I am definitely overwhelmed. Since getting back to MS on Saturday night I feel like I have done nothing but stress over what I missed. I couldn't sleep last night thinking about everything so I spent the hour from 1 to 2am writing everything down. That helped. I've made some stupid mistakes though in the past few days that don't help the anxiety level. For instance I left my phone charger at home and I realized upon arriving at the airport on Sat. that I had booked my ticket for the wrong date and had to pay another $150 to switch it. I truly hated myself at that moment.
I am in general enjoying being back although still worried about things at home. This is probably the homiest someplace has felt outside of home in a while, which is weird since it took so long to get to that point.
And, its sooooo warm and delightful here.
Also, this happened in the row in front of me on the plane:
Man A: (to Man B who he doesn't know) Wow so we're going to fly right over Gulfport and see all the Katrina damage huh?
Man B: Yeah, we lost our house in the storm and had to move to Michigan.
Man A: Oh.
So apparently the outside world is starting to see this as some sort of tourist attraction, like flying over the great wall or the pyramids or something. This hurts my feelings.
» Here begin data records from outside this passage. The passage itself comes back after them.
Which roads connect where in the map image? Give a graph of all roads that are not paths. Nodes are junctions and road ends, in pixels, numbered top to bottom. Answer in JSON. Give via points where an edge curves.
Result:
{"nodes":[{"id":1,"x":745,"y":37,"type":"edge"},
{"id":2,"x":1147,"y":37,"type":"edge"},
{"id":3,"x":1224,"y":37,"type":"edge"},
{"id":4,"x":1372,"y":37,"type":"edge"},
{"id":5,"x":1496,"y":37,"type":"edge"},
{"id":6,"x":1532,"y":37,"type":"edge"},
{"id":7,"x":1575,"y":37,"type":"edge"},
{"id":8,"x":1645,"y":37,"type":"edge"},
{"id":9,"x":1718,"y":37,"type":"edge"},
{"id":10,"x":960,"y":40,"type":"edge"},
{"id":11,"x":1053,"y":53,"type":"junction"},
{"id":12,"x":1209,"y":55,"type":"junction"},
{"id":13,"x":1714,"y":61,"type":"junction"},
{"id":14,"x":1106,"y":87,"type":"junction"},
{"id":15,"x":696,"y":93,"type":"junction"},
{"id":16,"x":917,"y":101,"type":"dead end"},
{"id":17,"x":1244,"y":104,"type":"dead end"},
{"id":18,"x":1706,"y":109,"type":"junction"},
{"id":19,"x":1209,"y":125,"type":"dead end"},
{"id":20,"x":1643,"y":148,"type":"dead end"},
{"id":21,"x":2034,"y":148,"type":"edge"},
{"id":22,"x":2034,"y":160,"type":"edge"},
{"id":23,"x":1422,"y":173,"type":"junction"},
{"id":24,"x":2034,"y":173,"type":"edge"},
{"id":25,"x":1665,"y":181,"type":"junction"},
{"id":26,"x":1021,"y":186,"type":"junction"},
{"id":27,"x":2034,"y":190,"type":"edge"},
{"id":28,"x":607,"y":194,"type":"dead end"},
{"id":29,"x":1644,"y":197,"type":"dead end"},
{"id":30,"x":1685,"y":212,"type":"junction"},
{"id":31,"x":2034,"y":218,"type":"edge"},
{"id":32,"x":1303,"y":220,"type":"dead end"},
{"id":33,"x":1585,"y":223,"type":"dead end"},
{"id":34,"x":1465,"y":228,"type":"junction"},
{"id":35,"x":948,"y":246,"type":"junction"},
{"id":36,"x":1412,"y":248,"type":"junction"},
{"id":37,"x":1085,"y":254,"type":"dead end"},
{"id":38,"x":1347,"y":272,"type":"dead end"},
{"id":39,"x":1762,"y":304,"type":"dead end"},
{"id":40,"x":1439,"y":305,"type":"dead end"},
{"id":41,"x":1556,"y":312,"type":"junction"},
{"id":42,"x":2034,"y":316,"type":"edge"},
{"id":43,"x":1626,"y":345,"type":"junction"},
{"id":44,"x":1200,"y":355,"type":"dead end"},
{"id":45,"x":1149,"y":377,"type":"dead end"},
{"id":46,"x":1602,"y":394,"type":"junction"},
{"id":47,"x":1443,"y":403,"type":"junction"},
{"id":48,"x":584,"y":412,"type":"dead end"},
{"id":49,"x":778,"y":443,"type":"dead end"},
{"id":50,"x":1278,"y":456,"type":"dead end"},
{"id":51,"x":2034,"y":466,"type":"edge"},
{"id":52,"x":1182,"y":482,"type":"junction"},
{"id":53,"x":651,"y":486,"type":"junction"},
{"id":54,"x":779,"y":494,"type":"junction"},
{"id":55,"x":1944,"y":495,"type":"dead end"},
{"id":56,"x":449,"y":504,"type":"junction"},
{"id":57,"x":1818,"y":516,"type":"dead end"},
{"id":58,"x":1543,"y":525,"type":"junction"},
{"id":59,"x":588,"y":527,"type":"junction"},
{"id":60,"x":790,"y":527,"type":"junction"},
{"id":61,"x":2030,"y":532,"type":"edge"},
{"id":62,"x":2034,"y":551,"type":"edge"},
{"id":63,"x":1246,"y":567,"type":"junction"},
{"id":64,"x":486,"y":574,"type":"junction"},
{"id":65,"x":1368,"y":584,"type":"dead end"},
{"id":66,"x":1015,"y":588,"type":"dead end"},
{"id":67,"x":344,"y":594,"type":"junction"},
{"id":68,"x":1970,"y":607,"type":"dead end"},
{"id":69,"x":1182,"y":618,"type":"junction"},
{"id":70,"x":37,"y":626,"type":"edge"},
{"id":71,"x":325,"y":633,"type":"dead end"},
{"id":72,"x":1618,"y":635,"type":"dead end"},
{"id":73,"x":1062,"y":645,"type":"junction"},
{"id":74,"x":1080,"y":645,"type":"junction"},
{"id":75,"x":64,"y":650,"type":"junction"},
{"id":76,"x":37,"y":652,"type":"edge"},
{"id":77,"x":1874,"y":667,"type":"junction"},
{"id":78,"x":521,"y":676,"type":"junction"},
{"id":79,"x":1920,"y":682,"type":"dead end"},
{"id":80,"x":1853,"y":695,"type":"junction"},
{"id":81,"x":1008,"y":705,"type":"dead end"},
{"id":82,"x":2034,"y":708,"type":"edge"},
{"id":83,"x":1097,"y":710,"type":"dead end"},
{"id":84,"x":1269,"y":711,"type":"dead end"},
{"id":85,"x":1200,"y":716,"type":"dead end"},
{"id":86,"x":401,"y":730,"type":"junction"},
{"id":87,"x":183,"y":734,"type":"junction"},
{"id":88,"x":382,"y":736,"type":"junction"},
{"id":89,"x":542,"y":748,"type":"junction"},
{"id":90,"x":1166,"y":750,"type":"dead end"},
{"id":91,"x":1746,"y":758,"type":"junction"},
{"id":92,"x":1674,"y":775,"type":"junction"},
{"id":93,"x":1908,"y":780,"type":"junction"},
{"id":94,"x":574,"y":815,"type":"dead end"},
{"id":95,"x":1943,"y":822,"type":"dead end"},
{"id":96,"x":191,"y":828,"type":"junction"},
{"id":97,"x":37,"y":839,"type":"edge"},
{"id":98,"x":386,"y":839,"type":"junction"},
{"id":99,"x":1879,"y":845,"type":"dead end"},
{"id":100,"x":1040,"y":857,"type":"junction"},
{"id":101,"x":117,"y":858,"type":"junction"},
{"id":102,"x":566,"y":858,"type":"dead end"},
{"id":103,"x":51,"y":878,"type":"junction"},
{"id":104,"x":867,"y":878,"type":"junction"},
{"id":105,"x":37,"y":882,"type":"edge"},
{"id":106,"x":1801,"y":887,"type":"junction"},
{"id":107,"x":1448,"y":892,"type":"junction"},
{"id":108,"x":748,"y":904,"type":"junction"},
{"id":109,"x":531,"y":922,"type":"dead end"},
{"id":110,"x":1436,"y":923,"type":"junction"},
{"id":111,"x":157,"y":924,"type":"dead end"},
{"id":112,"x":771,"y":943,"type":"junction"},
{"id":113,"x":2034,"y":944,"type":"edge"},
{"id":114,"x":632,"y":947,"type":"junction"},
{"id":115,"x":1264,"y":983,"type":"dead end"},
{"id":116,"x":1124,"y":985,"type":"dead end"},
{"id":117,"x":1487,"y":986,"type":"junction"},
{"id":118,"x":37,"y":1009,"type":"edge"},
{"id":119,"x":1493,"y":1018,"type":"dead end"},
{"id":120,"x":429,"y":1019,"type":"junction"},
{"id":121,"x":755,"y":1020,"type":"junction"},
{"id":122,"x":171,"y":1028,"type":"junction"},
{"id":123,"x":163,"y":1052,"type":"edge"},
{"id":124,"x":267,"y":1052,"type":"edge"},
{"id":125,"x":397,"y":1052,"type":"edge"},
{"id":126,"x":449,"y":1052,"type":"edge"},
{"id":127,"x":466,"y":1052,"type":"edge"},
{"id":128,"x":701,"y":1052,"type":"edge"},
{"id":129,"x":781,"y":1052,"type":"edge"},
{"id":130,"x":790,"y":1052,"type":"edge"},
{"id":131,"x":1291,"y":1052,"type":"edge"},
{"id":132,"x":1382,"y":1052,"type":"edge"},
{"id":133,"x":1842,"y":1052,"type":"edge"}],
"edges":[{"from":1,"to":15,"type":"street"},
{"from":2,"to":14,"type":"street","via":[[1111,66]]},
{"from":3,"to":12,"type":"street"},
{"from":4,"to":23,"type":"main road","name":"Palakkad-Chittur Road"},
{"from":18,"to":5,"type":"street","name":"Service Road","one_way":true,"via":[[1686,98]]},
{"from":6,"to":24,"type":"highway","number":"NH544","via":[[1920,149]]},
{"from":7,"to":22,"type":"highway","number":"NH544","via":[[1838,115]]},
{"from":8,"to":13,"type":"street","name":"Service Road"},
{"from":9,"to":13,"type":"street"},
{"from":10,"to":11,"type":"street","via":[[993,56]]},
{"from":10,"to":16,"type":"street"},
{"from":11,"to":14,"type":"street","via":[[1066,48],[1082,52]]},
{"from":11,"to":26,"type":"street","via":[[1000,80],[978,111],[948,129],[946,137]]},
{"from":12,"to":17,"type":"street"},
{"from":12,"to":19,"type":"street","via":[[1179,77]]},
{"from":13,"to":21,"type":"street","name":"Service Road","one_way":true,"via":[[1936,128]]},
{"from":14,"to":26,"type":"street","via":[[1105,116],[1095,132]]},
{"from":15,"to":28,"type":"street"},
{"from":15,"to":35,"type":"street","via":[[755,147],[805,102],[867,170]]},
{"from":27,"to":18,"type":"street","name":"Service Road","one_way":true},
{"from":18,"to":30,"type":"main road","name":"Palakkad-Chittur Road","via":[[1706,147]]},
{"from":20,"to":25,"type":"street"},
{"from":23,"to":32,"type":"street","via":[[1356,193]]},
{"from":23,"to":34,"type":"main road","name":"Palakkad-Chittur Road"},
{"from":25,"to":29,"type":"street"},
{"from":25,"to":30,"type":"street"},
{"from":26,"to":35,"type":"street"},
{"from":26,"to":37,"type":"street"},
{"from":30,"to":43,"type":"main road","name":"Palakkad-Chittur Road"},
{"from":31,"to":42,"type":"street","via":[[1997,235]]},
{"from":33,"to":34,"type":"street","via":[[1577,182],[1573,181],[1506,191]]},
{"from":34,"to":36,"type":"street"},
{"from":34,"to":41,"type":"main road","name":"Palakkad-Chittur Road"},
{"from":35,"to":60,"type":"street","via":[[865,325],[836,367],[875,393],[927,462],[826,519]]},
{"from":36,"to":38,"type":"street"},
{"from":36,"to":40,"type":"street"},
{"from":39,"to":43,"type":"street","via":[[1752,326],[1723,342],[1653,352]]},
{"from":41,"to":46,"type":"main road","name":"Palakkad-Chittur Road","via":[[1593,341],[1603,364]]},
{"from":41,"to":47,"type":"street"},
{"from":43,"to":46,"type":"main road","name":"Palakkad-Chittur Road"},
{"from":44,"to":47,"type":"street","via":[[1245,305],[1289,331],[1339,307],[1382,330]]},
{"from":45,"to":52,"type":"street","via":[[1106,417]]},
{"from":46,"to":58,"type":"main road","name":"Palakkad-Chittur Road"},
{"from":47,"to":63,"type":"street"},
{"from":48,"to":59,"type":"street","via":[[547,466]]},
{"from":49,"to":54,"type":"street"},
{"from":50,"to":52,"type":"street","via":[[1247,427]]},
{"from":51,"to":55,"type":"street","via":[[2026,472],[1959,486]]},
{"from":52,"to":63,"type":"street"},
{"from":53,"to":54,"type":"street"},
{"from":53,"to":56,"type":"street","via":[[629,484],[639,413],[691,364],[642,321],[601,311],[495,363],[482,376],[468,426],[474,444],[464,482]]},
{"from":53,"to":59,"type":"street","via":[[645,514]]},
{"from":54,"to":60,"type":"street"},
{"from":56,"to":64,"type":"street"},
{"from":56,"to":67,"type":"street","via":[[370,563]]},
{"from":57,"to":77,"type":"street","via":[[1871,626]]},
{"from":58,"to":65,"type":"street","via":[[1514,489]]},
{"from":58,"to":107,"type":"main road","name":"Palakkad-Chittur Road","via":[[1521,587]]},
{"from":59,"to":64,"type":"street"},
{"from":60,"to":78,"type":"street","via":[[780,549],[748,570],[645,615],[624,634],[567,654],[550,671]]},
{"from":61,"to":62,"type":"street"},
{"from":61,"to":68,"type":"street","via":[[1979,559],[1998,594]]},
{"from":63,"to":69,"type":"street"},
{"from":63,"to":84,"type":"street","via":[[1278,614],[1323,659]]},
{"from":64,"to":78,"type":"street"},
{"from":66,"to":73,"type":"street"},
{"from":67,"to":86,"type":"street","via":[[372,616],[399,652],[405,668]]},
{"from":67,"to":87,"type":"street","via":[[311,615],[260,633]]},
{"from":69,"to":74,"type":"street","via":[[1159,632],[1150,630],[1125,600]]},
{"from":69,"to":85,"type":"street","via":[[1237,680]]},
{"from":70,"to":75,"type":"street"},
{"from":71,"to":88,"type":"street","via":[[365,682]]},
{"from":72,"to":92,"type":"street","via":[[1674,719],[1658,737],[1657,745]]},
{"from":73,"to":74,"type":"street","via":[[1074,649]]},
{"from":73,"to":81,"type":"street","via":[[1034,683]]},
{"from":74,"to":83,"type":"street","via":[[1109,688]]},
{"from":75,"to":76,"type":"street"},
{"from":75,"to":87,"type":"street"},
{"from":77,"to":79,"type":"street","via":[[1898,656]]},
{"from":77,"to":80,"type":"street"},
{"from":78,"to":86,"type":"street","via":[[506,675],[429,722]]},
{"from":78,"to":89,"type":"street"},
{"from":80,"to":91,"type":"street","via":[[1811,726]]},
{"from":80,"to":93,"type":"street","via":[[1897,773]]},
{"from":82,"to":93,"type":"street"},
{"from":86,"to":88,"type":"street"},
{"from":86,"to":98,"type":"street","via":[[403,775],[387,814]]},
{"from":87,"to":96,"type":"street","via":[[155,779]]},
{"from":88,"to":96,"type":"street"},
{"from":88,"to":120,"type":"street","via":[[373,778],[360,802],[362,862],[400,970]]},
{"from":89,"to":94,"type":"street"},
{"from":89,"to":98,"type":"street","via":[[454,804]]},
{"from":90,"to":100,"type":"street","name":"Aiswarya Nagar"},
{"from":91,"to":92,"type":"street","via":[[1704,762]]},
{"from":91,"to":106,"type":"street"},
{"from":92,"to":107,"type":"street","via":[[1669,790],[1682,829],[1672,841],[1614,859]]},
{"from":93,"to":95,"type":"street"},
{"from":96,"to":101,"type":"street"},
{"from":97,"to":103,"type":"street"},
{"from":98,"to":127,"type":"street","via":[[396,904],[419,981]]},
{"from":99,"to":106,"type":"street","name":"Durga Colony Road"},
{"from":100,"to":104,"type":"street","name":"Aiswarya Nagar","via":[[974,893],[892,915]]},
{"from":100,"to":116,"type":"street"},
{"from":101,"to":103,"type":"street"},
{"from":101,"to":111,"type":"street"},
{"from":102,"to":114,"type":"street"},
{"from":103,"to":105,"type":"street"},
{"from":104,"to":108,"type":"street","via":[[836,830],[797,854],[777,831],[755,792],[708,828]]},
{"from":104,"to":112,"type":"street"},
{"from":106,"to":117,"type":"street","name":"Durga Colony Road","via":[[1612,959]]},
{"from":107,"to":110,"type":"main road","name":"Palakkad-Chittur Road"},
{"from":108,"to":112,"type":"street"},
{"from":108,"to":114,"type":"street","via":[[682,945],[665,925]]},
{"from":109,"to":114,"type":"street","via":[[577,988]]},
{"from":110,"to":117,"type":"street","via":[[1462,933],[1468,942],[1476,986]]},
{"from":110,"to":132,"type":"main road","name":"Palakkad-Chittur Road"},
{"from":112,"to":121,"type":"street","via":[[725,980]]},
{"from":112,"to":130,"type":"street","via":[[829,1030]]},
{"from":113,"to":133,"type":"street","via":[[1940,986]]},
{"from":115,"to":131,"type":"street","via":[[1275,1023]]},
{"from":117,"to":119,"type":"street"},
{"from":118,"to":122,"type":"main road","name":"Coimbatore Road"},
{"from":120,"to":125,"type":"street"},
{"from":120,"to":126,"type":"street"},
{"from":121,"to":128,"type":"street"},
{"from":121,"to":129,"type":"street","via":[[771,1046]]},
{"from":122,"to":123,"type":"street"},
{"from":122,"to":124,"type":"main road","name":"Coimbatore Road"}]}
My home church has really outdone themselves. They are supporting my ministries left and right and supporting my family as well. Keep it up guys!
I felt really good about one thing this weekend. I schooled our Oscar pool/ballot/vote/competition thing last night. And for my efforts, I am now the proud owner of an owl stuffie. What is an owl stuffie I hear you ask. I'll leave it to your imagination. All you need to know is that its awesome.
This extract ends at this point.